All lines in the data that hold the word "roads" need copying.

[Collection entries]
····················

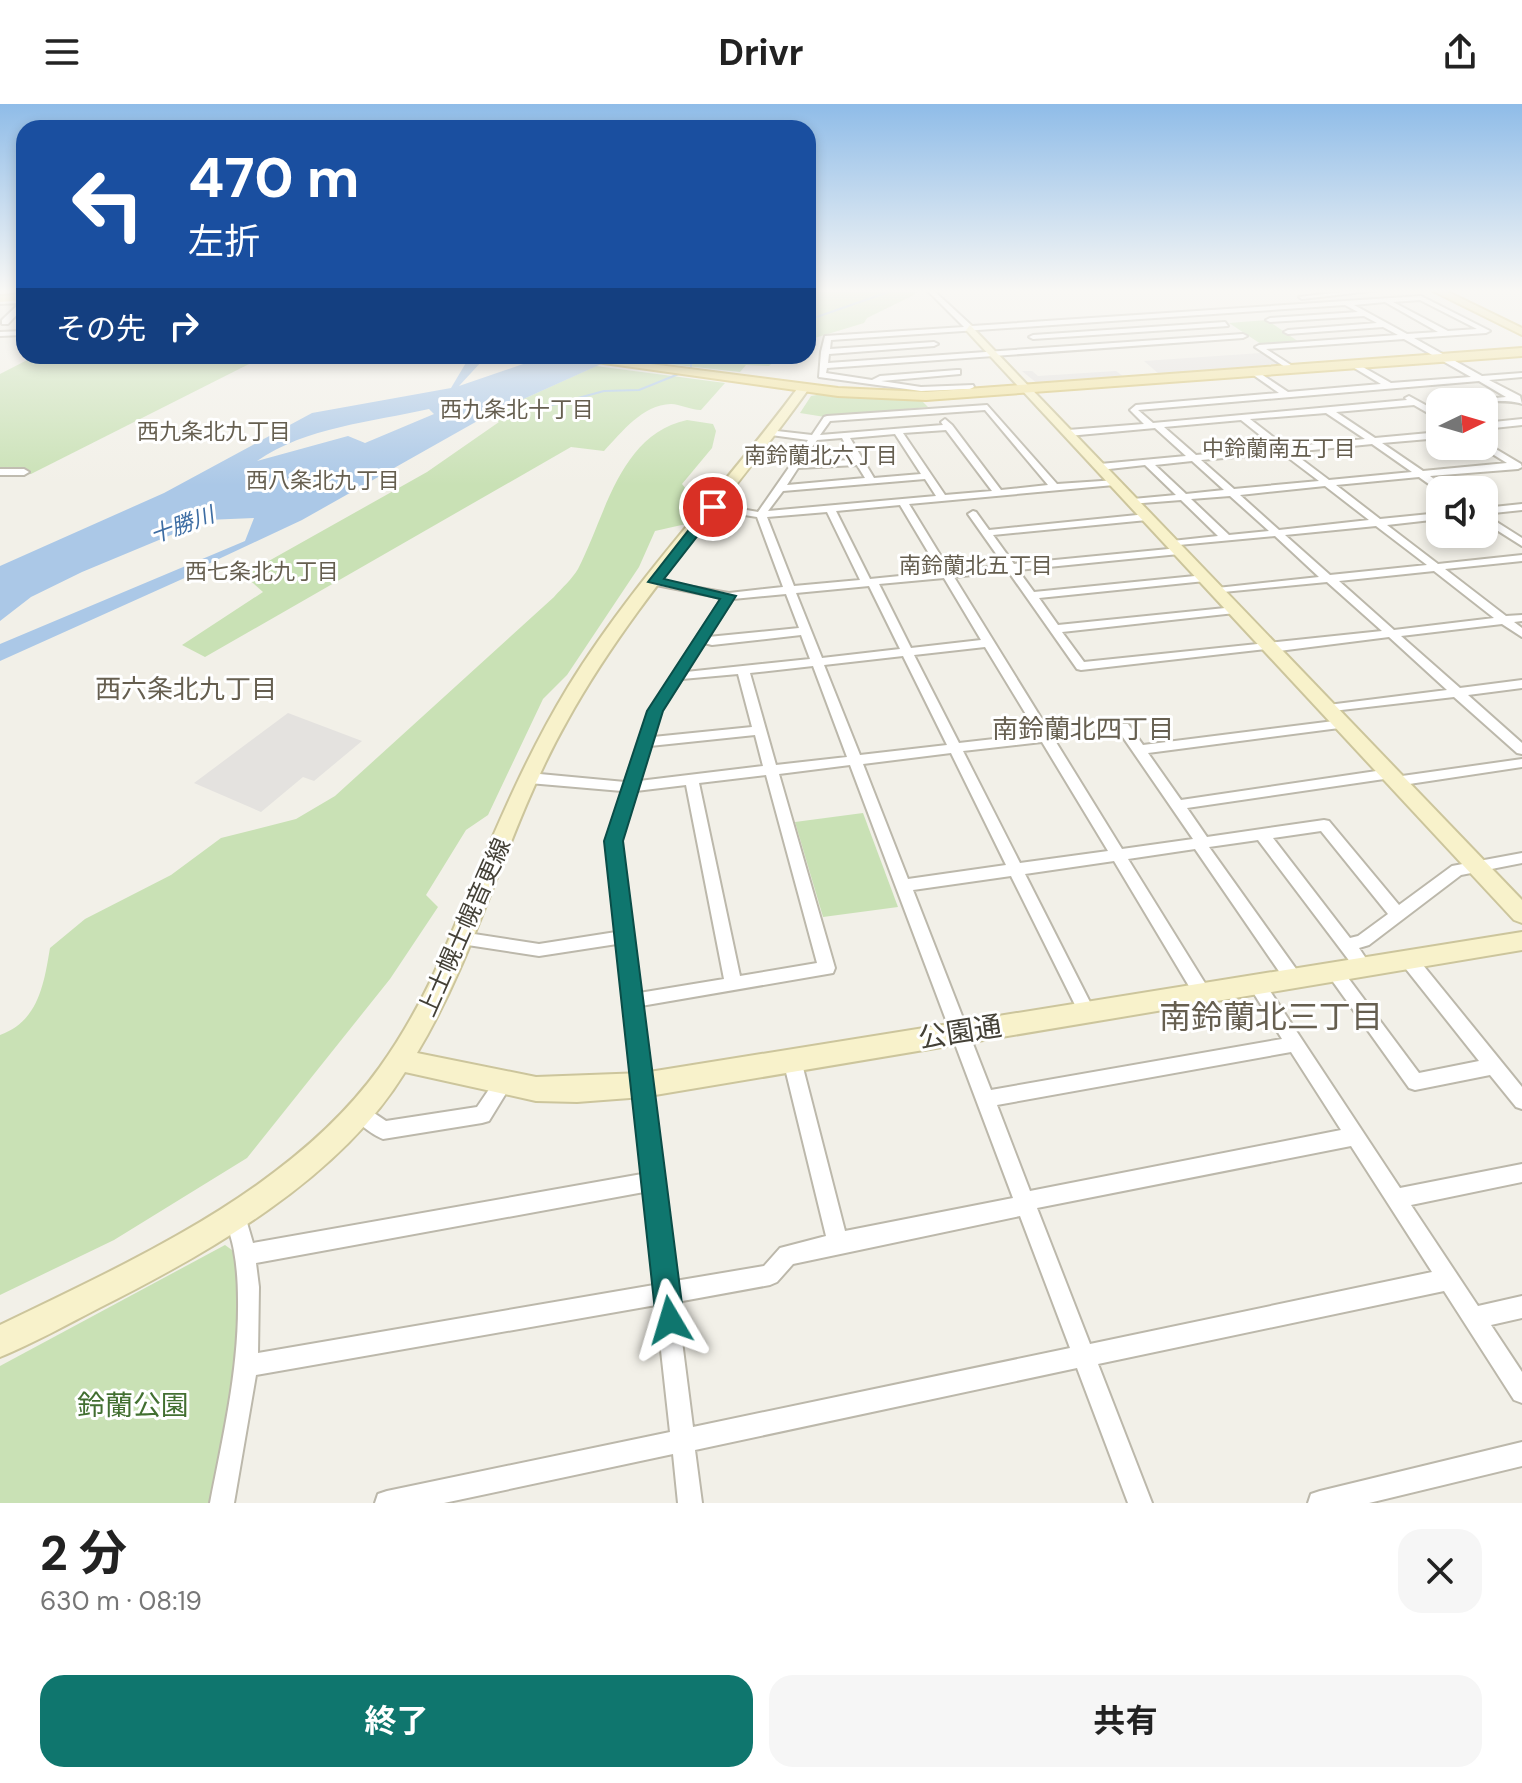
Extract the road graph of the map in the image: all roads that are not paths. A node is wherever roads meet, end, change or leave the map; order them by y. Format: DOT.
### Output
graph roads {
  1 [pos="825,354"];
  2 [pos="942,354"];
  3 [pos="990,354"];
  4 [pos="994,354"];
  5 [pos="1270,354"];
  6 [pos="1438,354"];
  7 [pos="1486,354"];
  8 [pos="1443,357"];
  9 [pos="945,358"];
  10 [pos="623,364"];
  11 [pos="1354,364"];
  12 [pos="823,366"];
  13 [pos="1291,369"];
  14 [pos="957,372"];
  15 [pos="1255,372"];
  16 [pos="1522,375"];
  17 [pos="1481,378"];
  18 [pos="872,383"];
  19 [pos="1390,386"];
  20 [pos="804,387"];
  21 [pos="1027,389"];
  22 [pos="1286,394"];
  23 [pos="926,396"];
  24 [pos="1266,396"];
  25 [pos="1520,399"];
  26 [pos="1498,400"];
  27 [pos="1419,404"];
  28 [pos="1426,404"];
  29 [pos="1426,408"];
  30 [pos="936,410"];
  31 [pos="1328,410"];
  32 [pos="1290,413"];
  33 [pos="1242,417"];
  34 [pos="1522,422"];
  35 [pos="1498,425"];
  36 [pos="1154,426"];
  37 [pos="949,427"];
  38 [pos="897,431"];
  39 [pos="771,432"];
  40 [pos="1068,433"];
  41 [pos="845,436"];
  42 [pos="1426,436"];
  43 [pos="815,438"];
  44 [pos="1373,441"];
  45 [pos="1284,450"];
  46 [pos="1498,453"];
  47 [pos="1194,458"];
  48 [pos="860,462"];
  49 [pos="1147,462"];
  50 [pos="796,465"];
  51 [pos="1519,466"];
  52 [pos="1100,467"];
  53 [pos="0,472"];
  54 [pos="24,472"];
  55 [pos="1421,474"];
  56 [pos="927,476"];
  57 [pos="1426,477"];
  58 [pos="871,481"];
  59 [pos="1114,482"];
  60 [pos="1328,484"];
  61 [pos="780,488"];
  62 [pos="1055,488"];
  63 [pos="999,493"];
  64 [pos="1233,493"];
  65 [pos="942,498"];
  66 [pos="1185,498"];
  67 [pos="903,502"];
  68 [pos="1133,502"];
  69 [pos="713,507"];
  70 [pos="1522,507"];
  71 [pos="830,508"];
  72 [pos="1498,511"];
  73 [pos="973,514"];
  74 [pos="761,515"];
  75 [pos="1147,517"];
  76 [pos="1426,517"];
  77 [pos="1377,522"];
  78 [pos="1498,525"];
  79 [pos="986,533"];
  80 [pos="1277,533"];
  81 [pos="1226,538"];
  82 [pos="1522,543"];
  83 [pos="1176,547"];
  84 [pos="1522,558"];
  85 [pos="1011,568"];
  86 [pos="1436,568"];
  87 [pos="947,574"];
  88 [pos="1329,579"];
  89 [pos="655,582"];
  90 [pos="870,582"];
  91 [pos="1211,585"];
  92 [pos="790,591"];
  93 [pos="729,596"];
  94 [pos="1030,596"];
  95 [pos="1235,610"];
  96 [pos="1522,618"];
  97 [pos="1504,620"];
  98 [pos="1055,629"];
  99 [pos="805,631"];
  100 [pos="1393,634"];
  101 [pos="1522,634"];
  102 [pos="700,639"];
  103 [pos="990,643"];
  104 [pos="1269,646"];
  105 [pos="908,653"];
  106 [pos="817,663"];
  107 [pos="743,671"];
  108 [pos="679,675"];
  109 [pos="1522,684"];
  110 [pos="1457,693"];
  111 [pos="1328,709"];
  112 [pos="1342,724"];
  113 [pos="1123,727"];
  114 [pos="760,730"];
  115 [pos="1048,737"];
  116 [pos="645,742"];
  117 [pos="957,749"];
  118 [pos="1140,750"];
  119 [pos="1522,750"];
  120 [pos="854,761"];
  121 [pos="1522,763"];
  122 [pos="771,771"];
  123 [pos="1393,777"];
  124 [pos="529,778"];
  125 [pos="692,781"];
  126 [pos="629,787"];
  127 [pos="1178,805"];
  128 [pos="1262,834"];
  129 [pos="1201,843"];
  130 [pos="1118,855"];
  131 [pos="1522,858"];
  132 [pos="1475,865"];
  133 [pos="1016,871"];
  134 [pos="902,886"];
  135 [pos="1397,914"];
  136 [pos="1522,914"];
  137 [pos="624,937"];
  138 [pos="461,938"];
  139 [pos="1522,941"];
  140 [pos="1347,945"];
  141 [pos="1408,959"];
  142 [pos="1363,966"];
  143 [pos="1334,972"];
  144 [pos="1293,978"];
  145 [pos="733,983"];
  146 [pos="1256,984"];
  147 [pos="1202,993"];
  148 [pos="631,1001"];
  149 [pos="1087,1012"];
  150 [pos="959,1033"];
  151 [pos="1295,1044"];
  152 [pos="399,1060"];
  153 [pos="792,1060"];
  154 [pos="1494,1066"];
  155 [pos="502,1085"];
  156 [pos="643,1085"];
  157 [pos="986,1099"];
  158 [pos="1522,1101"];
  159 [pos="359,1111"];
  160 [pos="1355,1136"];
  161 [pos="1522,1173"];
  162 [pos="653,1181"];
  163 [pos="1397,1198"];
  164 [pos="1027,1203"];
  165 [pos="236,1216"];
  166 [pos="838,1243"];
  167 [pos="248,1254"];
  168 [pos="1449,1279"];
  169 [pos="666,1290"];
  170 [pos="1522,1307"];
  171 [pos="1474,1318"];
  172 [pos="0,1341"];
  173 [pos="1084,1356"];
  174 [pos="246,1366"];
  175 [pos="1522,1392"];
  176 [pos="684,1441"];
  177 [pos="1522,1454"];
  178 [pos="222,1503"];
  179 [pos="387,1503"];
  180 [pos="690,1503"];
  181 [pos="1140,1503"];
  182 [pos="1320,1503"];
  1 -- 12 [label="street"];
  2 -- 9 [label="street"];
  3 -- 9 [label="street"];
  4 -- 21 [label="street"];
  5 -- 13 [label="street"];
  6 -- 8 [label="street"];
  7 -- 8 [label="main road"];
  8 -- 11 [label="main road"];
  8 -- 17 [label="street"];
  9 -- 12 [label="street"];
  9 -- 14 [label="street"];
  10 -- 20 [label="main road"];
  11 -- 13 [label="main road"];
  11 -- 19 [label="street"];
  12 -- 18 [label="street"];
  13 -- 15 [label="main road"];
  14 -- 18 [label="street"];
  14 -- 18 [label="street"];
  15 -- 21 [label="main road"];
  15 -- 22 [label="street"];
  16 -- 17 [label="street"];
  17 -- 19 [label="street"];
  17 -- 25 [label="street"];
  19 -- 22 [label="street"];
  19 -- 27 [label="street"];
  20 -- 23 [label="main road"];
  20 -- 39 [label="street, 上士幌士幌音更線"];
  21 -- 23 [label="main road"];
  21 -- 40 [label="street"];
  22 -- 24 [label="street"];
  23 -- 30 [label="street"];
  24 -- 32 [label="street"];
  24 -- 36 [label="street"];
  25 -- 26 [label="street"];
  27 -- 28 [label="street"];
  27 -- 29 [label="street"];
  27 -- 31 [label="street"];
  30 -- 37 [label="street"];
  30 -- 43 [label="street"];
  30 -- 62 [label="street"];
  31 -- 32 [label="street"];
  31 -- 44 [label="street"];
  32 -- 33 [label="street"];
  33 -- 36 [label="street"];
  33 -- 45 [label="street"];
  34 -- 35 [label="street"];
  36 -- 40 [label="street"];
  36 -- 47 [label="street"];
  37 -- 38 [label="street"];
  37 -- 63 [label="street"];
  38 -- 41 [label="street"];
  38 -- 56 [label="street"];
  39 -- 43 [label="street"];
  39 -- 69 [label="street, 上士幌士幌音更線"];
  40 -- 52 [label="street"];
  41 -- 43 [label="street"];
  41 -- 48 [label="street"];
  42 -- 44 [label="street"];
  43 -- 50 [label="street"];
  44 -- 45 [label="street"];
  44 -- 55 [label="street"];
  45 -- 47 [label="street"];
  45 -- 60 [label="street"];
  46 -- 51 [label="street"];
  47 -- 49 [label="street"];
  47 -- 64 [label="street"];
  48 -- 50 [label="street"];
  48 -- 58 [label="street"];
  49 -- 52 [label="street"];
  49 -- 66 [label="street"];
  50 -- 61 [label="street"];
  51 -- 55 [label="street"];
  52 -- 59 [label="street"];
  53 -- 54 [label="street"];
  55 -- 57 [label="street"];
  55 -- 60 [label="street"];
  56 -- 58 [label="street"];
  56 -- 65 [label="street"];
  58 -- 61 [label="street"];
  59 -- 62 [label="street"];
  59 -- 68 [label="street"];
  60 -- 64 [label="street"];
  60 -- 77 [label="street"];
  61 -- 74 [label="street"];
  62 -- 63 [label="street"];
  63 -- 65 [label="street"];
  64 -- 66 [label="street"];
  64 -- 80 [label="street"];
  65 -- 67 [label="street"];
  66 -- 68 [label="street"];
  66 -- 81 [label="street"];
  67 -- 71 [label="street"];
  67 -- 87 [label="street"];
  68 -- 75 [label="street"];
  69 -- 74 [label="street"];
  69 -- 89 [label="street, 上士幌士幌音更線"];
  70 -- 72 [label="street"];
  71 -- 74 [label="street"];
  71 -- 90 [label="street"];
  73 -- 79 [label="street"];
  74 -- 92 [label="street"];
  75 -- 79 [label="street"];
  75 -- 83 [label="street"];
  76 -- 77 [label="street"];
  77 -- 80 [label="street"];
  77 -- 86 [label="street"];
  78 -- 82 [label="street"];
  79 -- 85 [label="street"];
  80 -- 81 [label="street"];
  80 -- 88 [label="street"];
  81 -- 83 [label="street"];
  83 -- 85 [label="street"];
  83 -- 91 [label="street"];
  84 -- 86 [label="street"];
  85 -- 87 [label="street"];
  85 -- 94 [label="street"];
  86 -- 88 [label="street"];
  86 -- 97 [label="street"];
  87 -- 90 [label="street"];
  87 -- 103 [label="street"];
  88 -- 91 [label="street"];
  88 -- 100 [label="street"];
  89 -- 93 [label="street"];
  89 -- 124 [label="street, 上士幌士幌音更線"];
  90 -- 92 [label="street"];
  90 -- 105 [label="street"];
  91 -- 94 [label="street"];
  91 -- 95 [label="street"];
  92 -- 93 [label="street"];
  92 -- 99 [label="street"];
  93 -- 102 [label="street"];
  94 -- 98 [label="street"];
  95 -- 98 [label="street"];
  95 -- 104 [label="street"];
  96 -- 97 [label="street"];
  97 -- 100 [label="street"];
  97 -- 101 [label="street"];
  98 -- 104 [label="street"];
  99 -- 102 [label="street"];
  99 -- 106 [label="street"];
  100 -- 104 [label="street"];
  100 -- 110 [label="street"];
  102 -- 108 [label="street"];
  103 -- 105 [label="street"];
  103 -- 115 [label="street"];
  104 -- 111 [label="street"];
  105 -- 106 [label="street"];
  105 -- 117 [label="street"];
  106 -- 107 [label="street"];
  106 -- 120 [label="street"];
  107 -- 108 [label="street"];
  107 -- 114 [label="street"];
  108 -- 116 [label="street"];
  109 -- 110 [label="street"];
  110 -- 111 [label="street"];
  110 -- 119 [label="street"];
  111 -- 112 [label="street"];
  112 -- 118 [label="street"];
  112 -- 123 [label="street"];
  113 -- 118 [label="street"];
  114 -- 116 [label="street"];
  114 -- 122 [label="street"];
  115 -- 117 [label="street"];
  115 -- 130 [label="street"];
  116 -- 126 [label="street"];
  117 -- 120 [label="street"];
  117 -- 133 [label="street"];
  118 -- 127 [label="street"];
  120 -- 122 [label="street"];
  120 -- 134 [label="street"];
  121 -- 123 [label="street"];
  122 -- 125 [label="street"];
  122 -- 145 [label="street"];
  123 -- 127 [label="street"];
  123 -- 132 [label="street"];
  124 -- 126 [label="street"];
  124 -- 138 [label="street, 上士幌士幌音更線"];
  125 -- 126 [label="street"];
  125 -- 145 [label="street"];
  126 -- 137 [label="street"];
  127 -- 129 [label="street"];
  128 -- 129 [label="street"];
  128 -- 135 [label="street"];
  128 -- 140 [label="street"];
  129 -- 130 [label="street"];
  129 -- 144 [label="street"];
  130 -- 133 [label="street"];
  130 -- 147 [label="street"];
  131 -- 132 [label="street"];
  132 -- 135 [label="street"];
  132 -- 136 [label="street"];
  133 -- 134 [label="street"];
  133 -- 149 [label="street"];
  134 -- 150 [label="street"];
  135 -- 140 [label="street"];
  137 -- 138 [label="street"];
  137 -- 148 [label="street"];
  138 -- 152 [label="street, 上士幌士幌音更線"];
  139 -- 141 [label="street, 公園通"];
  140 -- 142 [label="street"];
  141 -- 142 [label="street, 公園通"];
  141 -- 154 [label="street"];
  142 -- 143 [label="street, 公園通"];
  143 -- 144 [label="street, 公園通"];
  143 -- 154 [label="street"];
  144 -- 146 [label="street, 公園通"];
  145 -- 148 [label="street"];
  146 -- 147 [label="street, 公園通"];
  146 -- 151 [label="street"];
  147 -- 149 [label="street, 公園通"];
  148 -- 156 [label="street"];
  149 -- 150 [label="street, 公園通"];
  150 -- 153 [label="street, 公園通"];
  150 -- 157 [label="street"];
  151 -- 157 [label="street"];
  151 -- 160 [label="street"];
  152 -- 155 [label="street, 公園通"];
  152 -- 159 [label="street, 上士幌士幌音更線"];
  153 -- 156 [label="street, 公園通"];
  153 -- 166 [label="street"];
  154 -- 158 [label="street"];
  155 -- 156 [label="street, 公園通"];
  155 -- 159 [label="street"];
  156 -- 162 [label="street"];
  157 -- 164 [label="street"];
  159 -- 165 [label="street, 上士幌士幌音更線"];
  160 -- 163 [label="street"];
  160 -- 164 [label="street"];
  161 -- 163 [label="street"];
  162 -- 167 [label="street"];
  162 -- 169 [label="street"];
  163 -- 168 [label="street"];
  164 -- 166 [label="street"];
  164 -- 173 [label="street"];
  165 -- 167 [label="street"];
  165 -- 172 [label="street, 上士幌士幌音更線"];
  166 -- 169 [label="street"];
  167 -- 174 [label="street"];
  168 -- 171 [label="street"];
  168 -- 173 [label="street"];
  169 -- 174 [label="street"];
  169 -- 176 [label="street"];
  170 -- 171 [label="street"];
  171 -- 175 [label="street"];
  173 -- 176 [label="street"];
  173 -- 181 [label="street"];
  174 -- 178 [label="street"];
  176 -- 179 [label="street"];
  176 -- 180 [label="street"];
  177 -- 182 [label="street"];
}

····················

■ Task answer:
Extract the road graph of the map in the image: all roads that are not paths. A node is wherever roads meet, end, change or leave the map; order them by y. Format: DOT.
graph roads {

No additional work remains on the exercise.